WHAT YOU NEED TO DO:
Copy all lines in the material holding the string "Autoroute".

STORED DATA:
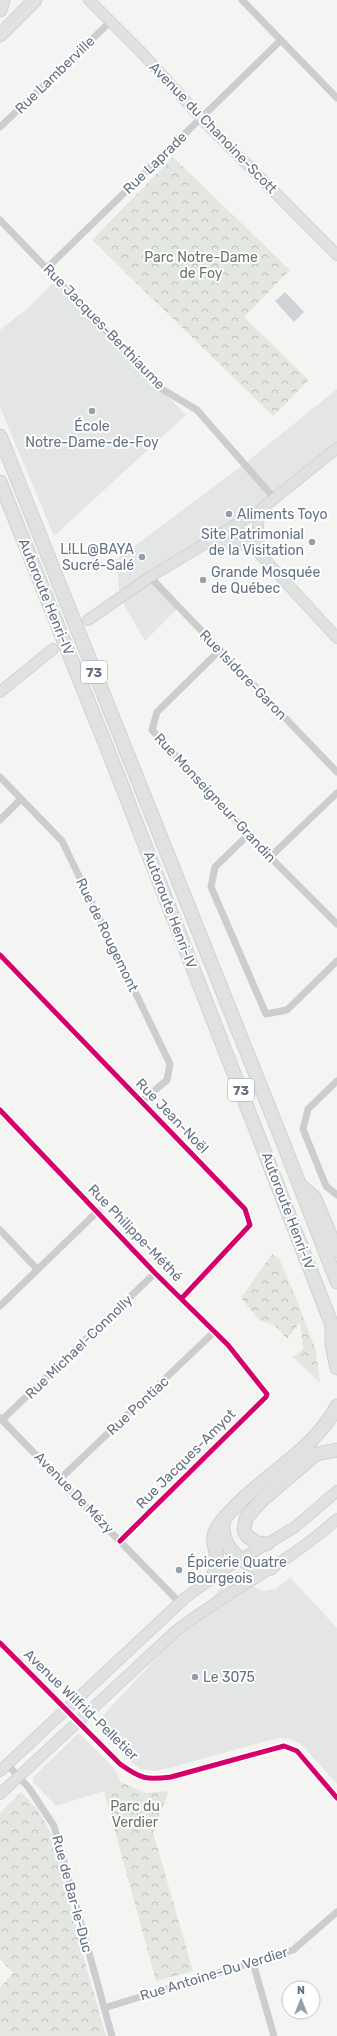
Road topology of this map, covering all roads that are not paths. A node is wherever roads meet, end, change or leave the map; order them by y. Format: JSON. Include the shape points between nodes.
{"nodes":[{"id":1,"x":3,"y":0,"type":"edge"},
{"id":2,"x":30,"y":0,"type":"edge"},
{"id":3,"x":35,"y":0,"type":"edge"},
{"id":4,"x":89,"y":0,"type":"edge"},
{"id":5,"x":242,"y":0,"type":"edge"},
{"id":6,"x":0,"y":10,"type":"edge"},
{"id":7,"x":110,"y":22,"type":"junction"},
{"id":8,"x":0,"y":26,"type":"edge"},
{"id":9,"x":0,"y":35,"type":"edge"},
{"id":10,"x":280,"y":41,"type":"junction"},
{"id":11,"x":337,"y":98,"type":"edge"},
{"id":12,"x":202,"y":119,"type":"junction"},
{"id":13,"x":0,"y":127,"type":"edge"},
{"id":14,"x":0,"y":220,"type":"edge"},
{"id":15,"x":337,"y":255,"type":"edge"},
{"id":16,"x":47,"y":268,"type":"junction"},
{"id":17,"x":0,"y":436,"type":"edge"},
{"id":18,"x":337,"y":448,"type":"edge"},
{"id":19,"x":0,"y":482,"type":"edge"},
{"id":20,"x":275,"y":499,"type":"junction"},
{"id":21,"x":260,"y":510,"type":"junction"},
{"id":22,"x":235,"y":527,"type":"junction"},
{"id":23,"x":202,"y":547,"type":"junction"},
{"id":24,"x":262,"y":556,"type":"junction"},
{"id":25,"x":150,"y":577,"type":"junction"},
{"id":26,"x":88,"y":620,"type":"dead end"},
{"id":27,"x":337,"y":638,"type":"edge"},
{"id":28,"x":53,"y":649,"type":"dead end"},
{"id":29,"x":220,"y":650,"type":"junction"},
{"id":30,"x":0,"y":692,"type":"edge"},
{"id":31,"x":337,"y":772,"type":"edge"},
{"id":32,"x":0,"y":777,"type":"edge"},
{"id":33,"x":337,"y":793,"type":"edge"},
{"id":34,"x":21,"y":799,"type":"junction"},
{"id":35,"x":0,"y":820,"type":"edge"},
{"id":36,"x":249,"y":834,"type":"junction"},
{"id":37,"x":270,"y":857,"type":"junction"},
{"id":38,"x":337,"y":924,"type":"edge"},
{"id":39,"x":0,"y":955,"type":"edge"},
{"id":40,"x":337,"y":961,"type":"edge"},
{"id":41,"x":337,"y":1081,"type":"edge"},
{"id":42,"x":142,"y":1101,"type":"junction"},
{"id":43,"x":0,"y":1110,"type":"edge"},
{"id":44,"x":299,"y":1184,"type":"junction"},
{"id":45,"x":337,"y":1195,"type":"edge"},
{"id":46,"x":98,"y":1211,"type":"junction"},
{"id":47,"x":0,"y":1230,"type":"edge"},
{"id":48,"x":337,"y":1251,"type":"edge"},
{"id":49,"x":37,"y":1269,"type":"junction"},
{"id":50,"x":155,"y":1273,"type":"junction"},
{"id":51,"x":337,"y":1282,"type":"edge"},
{"id":52,"x":182,"y":1298,"type":"junction"},
{"id":53,"x":0,"y":1306,"type":"edge"},
{"id":54,"x":214,"y":1332,"type":"junction"},
{"id":55,"x":335,"y":1332,"type":"edge"},
{"id":56,"x":337,"y":1368,"type":"edge"},
{"id":57,"x":267,"y":1394,"type":"joint"},
{"id":58,"x":337,"y":1406,"type":"edge"},
{"id":59,"x":1,"y":1419,"type":"edge"},
{"id":60,"x":337,"y":1450,"type":"edge"},
{"id":61,"x":60,"y":1479,"type":"junction"},
{"id":62,"x":337,"y":1491,"type":"edge"},
{"id":63,"x":224,"y":1519,"type":"junction"},
{"id":64,"x":337,"y":1519,"type":"edge"},
{"id":65,"x":120,"y":1541,"type":"junction"},
{"id":66,"x":267,"y":1544,"type":"junction"},
{"id":67,"x":240,"y":1560,"type":"junction"},
{"id":68,"x":271,"y":1568,"type":"junction"},
{"id":69,"x":212,"y":1578,"type":"junction"},
{"id":70,"x":180,"y":1603,"type":"junction"},
{"id":71,"x":0,"y":1643,"type":"edge"},
{"id":72,"x":66,"y":1710,"type":"junction"},
{"id":73,"x":77,"y":1721,"type":"junction"},
{"id":74,"x":3,"y":1768,"type":"edge"},
{"id":75,"x":18,"y":1777,"type":"junction"},
{"id":76,"x":0,"y":1794,"type":"edge"},
{"id":77,"x":337,"y":1798,"type":"edge"},
{"id":78,"x":337,"y":1912,"type":"edge"},
{"id":79,"x":253,"y":1963,"type":"junction"},
{"id":80,"x":104,"y":2008,"type":"junction"},
{"id":81,"x":112,"y":2036,"type":"edge"},
{"id":82,"x":274,"y":2036,"type":"edge"}],
"edges":[{"from":1,"to":6,"type":"highway"},
{"from":2,"to":8,"type":"highway"},
{"from":3,"to":9,"type":"highway"},
{"from":4,"to":7,"type":"main road","name":"Avenue du Chanoine-Scott"},
{"from":5,"to":10,"type":"street"},
{"from":7,"to":12,"type":"main road","name":"Avenue du Chanoine-Scott"},
{"from":7,"to":13,"type":"street","name":"Rue Lamberville"},
{"from":10,"to":11,"type":"street"},
{"from":10,"to":12,"type":"street","name":"Rue Laprade"},
{"from":12,"to":15,"type":"main road","name":"Avenue du Chanoine-Scott"},
{"from":12,"to":16,"type":"street","name":"Rue Laprade"},
{"from":14,"to":16,"type":"street","name":"Rue Jacques-Berthiaume"},
{"from":16,"to":20,"type":"street","name":"Rue Jacques-Berthiaume","via":[[162,389],[198,410]]},
{"from":17,"to":44,"type":"highway","name":"Autoroute Henri-IV","number":"73"},
{"from":18,"to":20,"type":"main road"},
{"from":19,"to":55,"type":"highway","name":"Autoroute Henri-IV","number":"73","via":[[111,758]]},
{"from":20,"to":21,"type":"main road"},
{"from":21,"to":22,"type":"main road"},
{"from":21,"to":24,"type":"main road","via":[[258,547]]},
{"from":22,"to":23,"type":"main road"},
{"from":22,"to":24,"type":"main road"},
{"from":23,"to":24,"type":"main road","via":[[222,543],[249,546]]},
{"from":23,"to":25,"type":"main road"},
{"from":24,"to":27,"type":"main road"},
{"from":25,"to":26,"type":"main road"},
{"from":25,"to":29,"type":"street","name":"Rue Isidore-Garon"},
{"from":28,"to":30,"type":"main road"},
{"from":29,"to":31,"type":"street","name":"Rue Isidore-Garon"},
{"from":29,"to":36,"type":"street","name":"Rue Monseigneur-Grandin","via":[[158,712],[152,730]]},
{"from":32,"to":34,"type":"street","name":"Rue de Rougemont"},
{"from":33,"to":37,"type":"street"},
{"from":34,"to":35,"type":"street"},
{"from":34,"to":42,"type":"street","name":"Rue de Rougemont","via":[[62,841],[170,1064],[167,1080]]},
{"from":36,"to":37,"type":"street","name":"Rue Monseigneur-Grandin"},
{"from":36,"to":40,"type":"street","via":[[215,867],[210,887],[266,1014],[287,1010]]},
{"from":37,"to":38,"type":"street","name":"Rue Monseigneur-Grandin"},
{"from":39,"to":42,"type":"street","name":"Rue Jean-Noël"},
{"from":41,"to":45,"type":"street","via":[[308,1109],[303,1129],[326,1186]]},
{"from":42,"to":52,"type":"street","name":"Rue Jean-Noël","via":[[245,1209],[250,1225]]},
{"from":43,"to":46,"type":"street","name":"Rue Philippe-Méthé"},
{"from":44,"to":48,"type":"highway","via":[[314,1197]]},
{"from":44,"to":51,"type":"highway","name":"Autoroute Henri-IV","number":"73"},
{"from":46,"to":49,"type":"street"},
{"from":46,"to":50,"type":"street","name":"Rue Philippe-Méthé"},
{"from":47,"to":49,"type":"street"},
{"from":49,"to":53,"type":"street"},
{"from":50,"to":52,"type":"street","name":"Rue Philippe-Méthé"},
{"from":50,"to":59,"type":"street","name":"Rue Michael-Connolly"},
{"from":52,"to":54,"type":"street","name":"Rue Philippe-Méthé"},
{"from":54,"to":57,"type":"street","name":"Rue Philippe-Méthé","via":[[228,1345]]},
{"from":54,"to":61,"type":"street","name":"Rue Pontiac"},
{"from":55,"to":56,"type":"highway","via":[[332,1345]]},
{"from":57,"to":65,"type":"street","name":"Rue Jacques-Amyot"},
{"from":58,"to":63,"type":"highway","via":[[326,1426]]},
{"from":59,"to":61,"type":"street","name":"Avenue De Mézy"},
{"from":60,"to":66,"type":"highway","via":[[320,1452],[305,1462],[250,1511],[244,1524],[247,1536]]},
{"from":61,"to":65,"type":"street","name":"Avenue De Mézy"},
{"from":62,"to":66,"type":"main road","via":[[306,1519]]},
{"from":63,"to":67,"type":"highway","via":[[222,1527],[225,1540]]},
{"from":63,"to":69,"type":"highway","via":[[212,1540],[217,1562]]},
{"from":64,"to":68,"type":"main road","via":[[307,1545]]},
{"from":65,"to":70,"type":"street","name":"Avenue De Mézy"},
{"from":66,"to":67,"type":"main road"},
{"from":67,"to":68,"type":"highway","via":[[254,1567]]},
{"from":67,"to":69,"type":"main road"},
{"from":68,"to":73,"type":"main road","via":[[208,1607],[177,1630]]},
{"from":69,"to":70,"type":"main road"},
{"from":70,"to":72,"type":"main road"},
{"from":71,"to":72,"type":"street","name":"Avenue Wilfrid-Pelletier"},
{"from":72,"to":73,"type":"street","name":"Avenue Wilfrid-Pelletier"},
{"from":72,"to":74,"type":"main road"},
{"from":73,"to":75,"type":"main road"},
{"from":73,"to":77,"type":"street","name":"Avenue Wilfrid-Pelletier","via":[[120,1764],[139,1777],[171,1777],[284,1746],[296,1751]]},
{"from":74,"to":75,"type":"street","name":"Rue de Bar-le-Duc"},
{"from":75,"to":76,"type":"main road"},
{"from":75,"to":80,"type":"street","name":"Rue de Bar-le-Duc","via":[[29,1788],[54,1826]]},
{"from":78,"to":79,"type":"street","name":"Rue Antoine-Du Verdier","via":[[293,1950]]},
{"from":79,"to":80,"type":"street","name":"Rue Antoine-Du Verdier"},
{"from":79,"to":82,"type":"street"},
{"from":80,"to":81,"type":"street","name":"Rue de Bar-le-Duc"}]}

OUTPUT BELOW:
{"from":17,"to":44,"type":"highway","name":"Autoroute Henri-IV","number":"73"},
{"from":19,"to":55,"type":"highway","name":"Autoroute Henri-IV","number":"73","via":[[111,758]]},
{"from":44,"to":51,"type":"highway","name":"Autoroute Henri-IV","number":"73"},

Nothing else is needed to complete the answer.